Today, October 7, is the memorial of Our Lady of the Holy Rosary.
October 7, 1571 was a Sunday when the Christian fleets under John of Austria reached a major naval victory over the Turks in the Straits of Lepanto. Thousands of Christians were freed. The Turkish fleet was destroyed, and they suffered their first great defeat at sea.
As a way of thanking the Lord and the Virgin Mary, Pope Saint Pius V declared a yearly commemoration for Our Lady of Victory. In 1573 Pope Gregory XIII moved the feast to the first Sunday of October with the title Feast of the Most Holy Rosary since the victory was won through the invocation of Our Lady of the Holy Rosary. In 1716 Pope Clement XII extended the feast to the whole Latin Rite calendar, assigning it to the first Sunday in October. Pope Saint Pius X changed the date to 7 October in 1913 in his effort to bring back the celebration of the liturgy of the Sundays.
In 1960, it was called “Feast of the Blessed Virgin Mary of the Rosary” under Pope Saint John XXIII. In 1969, Pope Saint Paul VI’s liturgical reforms turned this “feast” into a “mandatory memorial.”
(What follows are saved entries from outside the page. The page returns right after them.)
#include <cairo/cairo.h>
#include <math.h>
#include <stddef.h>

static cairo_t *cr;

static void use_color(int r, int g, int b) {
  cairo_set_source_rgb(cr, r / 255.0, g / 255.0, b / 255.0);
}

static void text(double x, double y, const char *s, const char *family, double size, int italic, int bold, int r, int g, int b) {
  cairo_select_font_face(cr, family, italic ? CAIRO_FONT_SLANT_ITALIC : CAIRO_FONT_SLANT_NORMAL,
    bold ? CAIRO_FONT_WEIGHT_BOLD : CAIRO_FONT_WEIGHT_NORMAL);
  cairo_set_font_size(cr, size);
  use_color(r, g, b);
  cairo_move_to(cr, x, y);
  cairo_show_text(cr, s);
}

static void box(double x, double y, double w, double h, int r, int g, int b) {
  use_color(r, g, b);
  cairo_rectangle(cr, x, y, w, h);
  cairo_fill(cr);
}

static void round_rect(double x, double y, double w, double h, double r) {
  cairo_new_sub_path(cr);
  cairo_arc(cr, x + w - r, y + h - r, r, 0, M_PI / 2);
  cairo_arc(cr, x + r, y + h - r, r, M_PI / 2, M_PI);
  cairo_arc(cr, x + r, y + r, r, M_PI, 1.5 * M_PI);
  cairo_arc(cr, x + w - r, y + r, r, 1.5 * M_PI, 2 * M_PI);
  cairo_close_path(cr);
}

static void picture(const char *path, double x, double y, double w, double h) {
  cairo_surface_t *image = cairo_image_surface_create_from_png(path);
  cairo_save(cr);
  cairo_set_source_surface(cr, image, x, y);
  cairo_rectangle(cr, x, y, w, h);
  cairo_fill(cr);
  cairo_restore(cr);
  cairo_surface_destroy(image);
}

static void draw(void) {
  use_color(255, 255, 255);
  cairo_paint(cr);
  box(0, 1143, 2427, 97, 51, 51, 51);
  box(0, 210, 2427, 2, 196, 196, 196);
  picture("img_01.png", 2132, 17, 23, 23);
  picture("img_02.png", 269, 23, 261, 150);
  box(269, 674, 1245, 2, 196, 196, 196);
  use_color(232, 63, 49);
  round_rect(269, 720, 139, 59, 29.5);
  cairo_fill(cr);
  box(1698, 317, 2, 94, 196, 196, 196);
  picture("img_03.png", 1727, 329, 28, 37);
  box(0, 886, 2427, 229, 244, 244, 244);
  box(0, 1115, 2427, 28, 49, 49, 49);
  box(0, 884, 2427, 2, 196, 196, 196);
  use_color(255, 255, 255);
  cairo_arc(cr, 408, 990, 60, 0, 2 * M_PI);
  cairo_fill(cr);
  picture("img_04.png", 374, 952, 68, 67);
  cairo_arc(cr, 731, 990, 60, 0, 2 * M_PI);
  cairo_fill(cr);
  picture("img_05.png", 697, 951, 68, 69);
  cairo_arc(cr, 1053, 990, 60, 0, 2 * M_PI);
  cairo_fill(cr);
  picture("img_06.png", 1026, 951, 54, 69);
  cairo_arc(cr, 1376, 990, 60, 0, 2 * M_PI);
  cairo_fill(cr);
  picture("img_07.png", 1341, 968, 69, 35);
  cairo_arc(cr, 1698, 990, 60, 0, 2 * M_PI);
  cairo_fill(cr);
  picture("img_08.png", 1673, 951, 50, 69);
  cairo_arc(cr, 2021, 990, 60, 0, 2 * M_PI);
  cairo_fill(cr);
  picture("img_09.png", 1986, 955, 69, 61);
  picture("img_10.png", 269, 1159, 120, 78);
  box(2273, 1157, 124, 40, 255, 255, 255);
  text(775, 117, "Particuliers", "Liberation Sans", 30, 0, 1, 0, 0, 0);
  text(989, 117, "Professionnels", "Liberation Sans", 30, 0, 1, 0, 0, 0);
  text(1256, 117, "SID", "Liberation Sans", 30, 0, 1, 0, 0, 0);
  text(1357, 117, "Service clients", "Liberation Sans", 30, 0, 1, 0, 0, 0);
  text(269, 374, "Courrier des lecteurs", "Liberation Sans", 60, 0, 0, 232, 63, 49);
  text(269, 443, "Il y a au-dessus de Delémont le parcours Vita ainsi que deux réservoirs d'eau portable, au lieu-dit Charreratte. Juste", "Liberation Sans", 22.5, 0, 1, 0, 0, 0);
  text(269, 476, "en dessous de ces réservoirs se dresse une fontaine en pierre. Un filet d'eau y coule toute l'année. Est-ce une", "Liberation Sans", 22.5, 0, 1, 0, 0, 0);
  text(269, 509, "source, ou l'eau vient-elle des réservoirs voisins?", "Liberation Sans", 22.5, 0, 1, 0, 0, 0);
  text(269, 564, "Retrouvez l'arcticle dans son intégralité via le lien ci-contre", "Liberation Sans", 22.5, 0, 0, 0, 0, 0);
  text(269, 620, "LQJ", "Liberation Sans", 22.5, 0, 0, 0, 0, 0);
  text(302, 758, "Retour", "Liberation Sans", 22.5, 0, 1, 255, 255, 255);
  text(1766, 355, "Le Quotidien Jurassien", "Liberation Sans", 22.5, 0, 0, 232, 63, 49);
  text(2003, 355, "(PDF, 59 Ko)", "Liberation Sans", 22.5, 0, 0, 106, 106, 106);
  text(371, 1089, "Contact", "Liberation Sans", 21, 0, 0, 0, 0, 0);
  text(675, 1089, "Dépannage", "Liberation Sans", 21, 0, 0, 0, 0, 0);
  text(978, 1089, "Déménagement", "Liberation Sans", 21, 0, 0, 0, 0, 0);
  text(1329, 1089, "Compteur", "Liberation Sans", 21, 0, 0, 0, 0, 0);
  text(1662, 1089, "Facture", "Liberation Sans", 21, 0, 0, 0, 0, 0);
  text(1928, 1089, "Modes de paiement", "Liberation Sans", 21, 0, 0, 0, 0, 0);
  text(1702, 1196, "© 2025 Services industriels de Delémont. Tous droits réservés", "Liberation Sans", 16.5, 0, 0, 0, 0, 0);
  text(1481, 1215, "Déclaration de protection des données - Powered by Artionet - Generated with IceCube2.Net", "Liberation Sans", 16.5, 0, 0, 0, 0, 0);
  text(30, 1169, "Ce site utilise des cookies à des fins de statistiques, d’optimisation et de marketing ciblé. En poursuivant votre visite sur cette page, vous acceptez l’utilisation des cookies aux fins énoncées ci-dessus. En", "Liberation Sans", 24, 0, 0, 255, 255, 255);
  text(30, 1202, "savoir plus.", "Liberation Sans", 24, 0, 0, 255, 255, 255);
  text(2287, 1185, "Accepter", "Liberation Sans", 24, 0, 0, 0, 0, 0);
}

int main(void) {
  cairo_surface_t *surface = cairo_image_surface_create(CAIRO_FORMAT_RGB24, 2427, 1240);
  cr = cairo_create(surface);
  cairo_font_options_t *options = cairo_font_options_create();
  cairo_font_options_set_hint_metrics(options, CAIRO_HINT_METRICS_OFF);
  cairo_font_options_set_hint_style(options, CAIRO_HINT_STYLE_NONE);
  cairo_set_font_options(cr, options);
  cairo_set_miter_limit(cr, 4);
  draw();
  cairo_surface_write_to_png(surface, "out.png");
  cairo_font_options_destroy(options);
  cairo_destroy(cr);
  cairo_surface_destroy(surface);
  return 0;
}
In the Dominican tradition, in 1206, St. Dominic was in Prouille, France, trying to convert the Albigensians back to the Catholic faith. Dominic was not so successful until he received a vision of the Blessed Virgin, who gave him the Rosary as a tool against heretics. It might be legend that Mary gave the Rosary to St. Dominic, but the development and popularity of this prayer form is credit to St. Dominic’s followers.